Apply the same rational to deployments.   Immutable docker instances.  Just need a Docker file, docker compose file, and envars? to deploy.  Try to avoid Vagrant.  If Vagrant is required, zero out the empty space in the partitions.  Kubernetes vs. Docker vs. CoreOS vs. <insert technology stolen from VMWare ThinApp> - find what works best for your skillset and future growth.  
 

Cloud

Benchmarks go a long way.  See github.com/cloudsriseup for simple scripts to execute to close out the Big 4 (AWS/GCP/Azure/Alibaba) cloud providers gaps.  These scripts cover the benchmark / STIG / “standards” gaps – minus the “Hardware 2FA for AWS Root account” and similar items.  

Make the account(s) / services HIPAA / HITRUST adherent – another story for another time.  SafeNet / Gemalto HSM on-premise backup to AWS’s Gemalto HSM is a pain but will need to test periodically to ensure happiness, unlike Isaac Hall https://techcrunch.com/2012/09/05/recurly-failure/  . 

Strive to obtain HIPAA / HITRUST expert determination.  Close gaps identified by expert determination.  Keep determination in Legal share and court-approved escrow storage.

 

Red Team drills

If the red team wins, everyone loses.  Gamify while closing out executives’ risk concerns.

You know what you designed.  Red Team tells you what was implemented.

 

Bounty program

Fresh set of eyes. 

The benefits of 1000 one trick ponies instead of 3 one trick ponies are beyond reproach.

 

3rd party greybox tests

Afford the best vendor for the appropriate service.  For instance, I wouldn’t let Spider Labs near my systems.  But I would let Bishop Fox take on my mobile applications.

 

PII / PHI handling vendors

This will become the bane of your professional existence.  AWS will “accelerate maintenance schedules with 2 hour notifications in their commitment to your security.”  In other words, we are busy patching our EC2 infrastructure and our high availability is lacking.  Our lack of planning is now your emergency.

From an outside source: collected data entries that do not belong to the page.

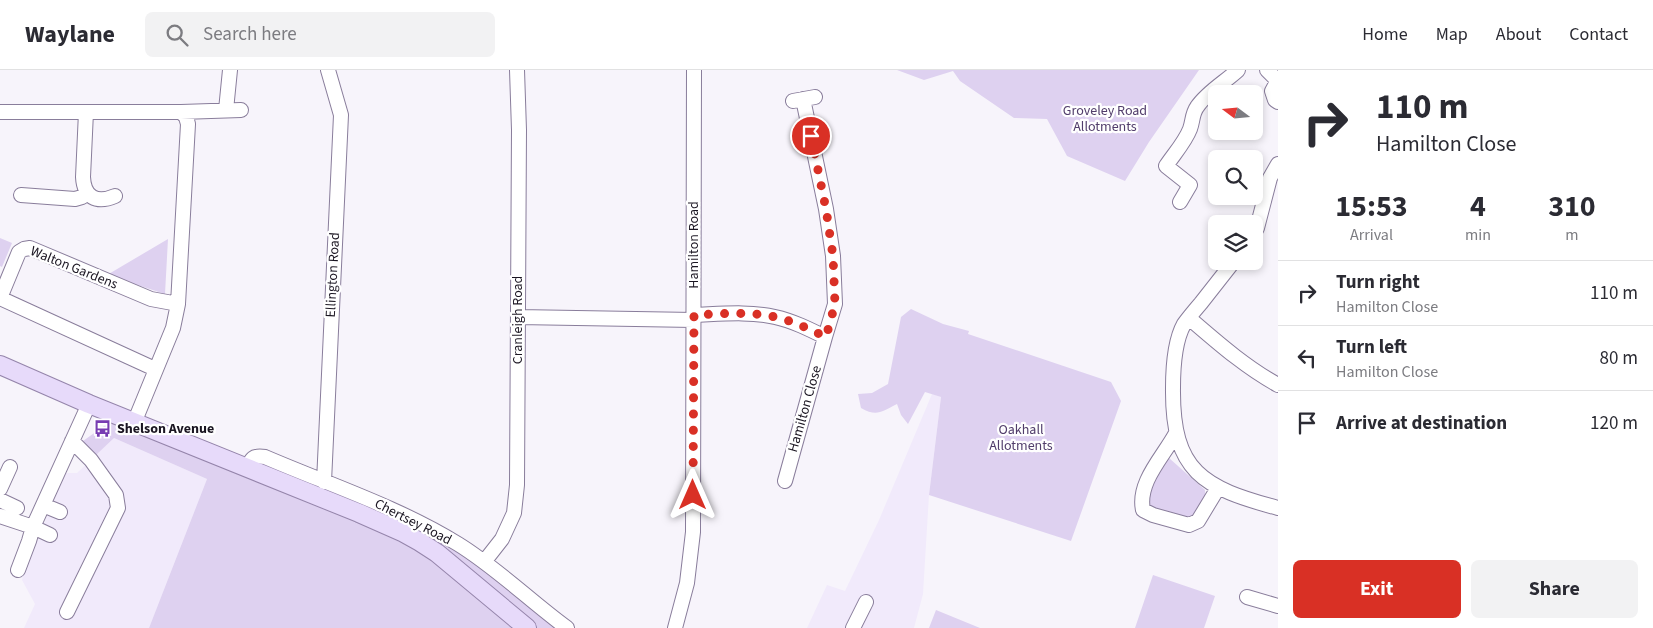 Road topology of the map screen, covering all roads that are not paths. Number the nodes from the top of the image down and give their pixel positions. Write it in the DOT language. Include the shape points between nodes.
graph roads {
  1 [pos="230,70"];
  2 [pos="328,70"];
  3 [pos="517,70"];
  4 [pos="694,70"];
  5 [pos="1238,70"];
  6 [pos="1267,70"];
  7 [pos="1278,81"];
  8 [pos="804,99"];
  9 [pos="1202,101"];
  10 [pos="1278,102"];
  11 [pos="226,110"];
  12 [pos="241,110"];
  13 [pos="0,112"];
  14 [pos="86,112"];
  15 [pos="181,112"];
  16 [pos="1276,172"];
  17 [pos="87,194"];
  18 [pos="20,195"];
  19 [pos="114,196"];
  20 [pos="1180,202"];
  21 [pos="1261,215"];
  22 [pos="1227,270"];
  23 [pos="0,298"];
  24 [pos="178,304"];
  25 [pos="518,316"];
  26 [pos="694,317"];
  27 [pos="1189,318"];
  28 [pos="826,337"];
  29 [pos="0,365"];
  30 [pos="155,369"];
  31 [pos="1278,385"];
  32 [pos="89,404"];
  33 [pos="134,422"];
  34 [pos="1175,428"];
  35 [pos="72,441"];
  36 [pos="10,467"];
  37 [pos="247,469"];
  38 [pos="784,480"];
  39 [pos="324,482"];
  40 [pos="1218,488"];
  41 [pos="0,489"];
  42 [pos="0,500"];
  43 [pos="43,505"];
  44 [pos="17,508"];
  45 [pos="1278,508"];
  46 [pos="60,512"];
  47 [pos="0,516"];
  48 [pos="33,528"];
  49 [pos="50,535"];
  50 [pos="484,562"];
  51 [pos="18,570"];
  52 [pos="1248,596"];
  53 [pos="866,602"];
  54 [pos="1278,606"];
  55 [pos="68,612"];
  56 [pos="527,628"];
  57 [pos="567,628"];
  58 [pos="675,628"];
  59 [pos="853,628"];
  1 -- 11 [label="street"];
  2 -- 39 [label="street, Ellington Road" via="340,114"];
  3 -- 25 [label="street, Cranleigh Road"];
  4 -- 26 [label="street, Hamilton Road"];
  5 -- 9 [label="street"];
  6 -- 7 [label="street"];
  7 -- 10 [label="street" via="1272,92"];
  8 -- 28 [label="street, Hamilton Close" via="833,256 835,304"];
  9 -- 20 [label="street" via="1192,115 1188,144 1166,166 1190,185"];
  11 -- 12 [label="street"];
  11 -- 15 [label="street"];
  13 -- 14 [label="street"];
  14 -- 15 [label="street"];
  14 -- 17 [label="street" via="82,177"];
  15 -- 24 [label="street" via="188,124"];
  16 -- 21 [label="street"];
  17 -- 18 [label="street" via="75,199"];
  17 -- 19 [label="street" via="100,200"];
  22 -- 27 [label="street"];
  23 -- 24 [label="street, Walton Gardens" via="19,252 30,248 151,299"];
  23 -- 30 [label="street"];
  24 -- 30 [label="street" via="173,328"];
  25 -- 26 [label="street"];
  25 -- 50 [label="street, Cranleigh Road" via="514,513 502,539"];
  26 -- 28 [label="street" via="755,314 795,323"];
  26 -- 58 [label="street, Hamilton Road" via="693,532 686,583"];
  27 -- 31 [label="street" via="1263,377"];
  27 -- 34 [label="street" via="1176,347 1173,378"];
  28 -- 38 [label="street, Hamilton Close"];
  29 -- 32 [label="main road, Chertsey Road"];
  30 -- 33 [label="street"];
  32 -- 33 [label="main road, Chertsey Road"];
  32 -- 35 [label="street"];
  33 -- 37 [label="main road, Chertsey Road"];
  34 -- 40 [label="street" via="1182,451 1197,473"];
  34 -- 40 [label="street" via="1167,449 1152,468 1141,500 1143,510 1188,525 1198,521"];
  35 -- 43 [label="street"];
  35 -- 55 [label="street" via="116,495 118,508"];
  36 -- 41 [label="street"];
  37 -- 39 [label="street, Chertsey Road" via="252,458 265,457"];
  37 -- 56 [label="main road, Chertsey Road" via="420,542"];
  39 -- 50 [label="street, Chertsey Road" via="391,508 458,544"];
  40 -- 45 [label="street"];
  42 -- 44 [label="street"];
  43 -- 46 [label="street"];
  43 -- 48 [label="street"];
  47 -- 48 [label="street"];
  48 -- 49 [label="street"];
  48 -- 51 [label="street"];
  50 -- 57 [label="street, Chertsey Road"];
  52 -- 54 [label="street"];
  53 -- 59 [label="street"];
}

The best S3 bucket data breaches were not with the data owners, but the third party data custodians who would allow ANY AWS IAM identity to manipulate the bucket or flat out allow anonymous access.  Defeating the purpose of the original goals above. 

If the vendor is handling your customers’ PHI, get a sub BAA, not a BA contract from said vendor.  Very different in scope and legal liabilities.

 

Incident Response

It is a lifestyle, not a process.  Practice makes permament.  Rehearse or perform resilience testing.  Nothing works quite like pulling random cables out of devices.

Everything changes if one has to handle clean vs. white vs. ISO 1 rooms.  See how long it takes for one to introduce a new electronic device into an ISO 1 room.

 

New engineer / ops onboarding
Enough said.  Pour the koolaid on thick and employ simple, actionable opportunities to change behaviors. Nothing quite like saying welcome by escalating phishing attacks from the CEO while HR is socially engineering the new hire.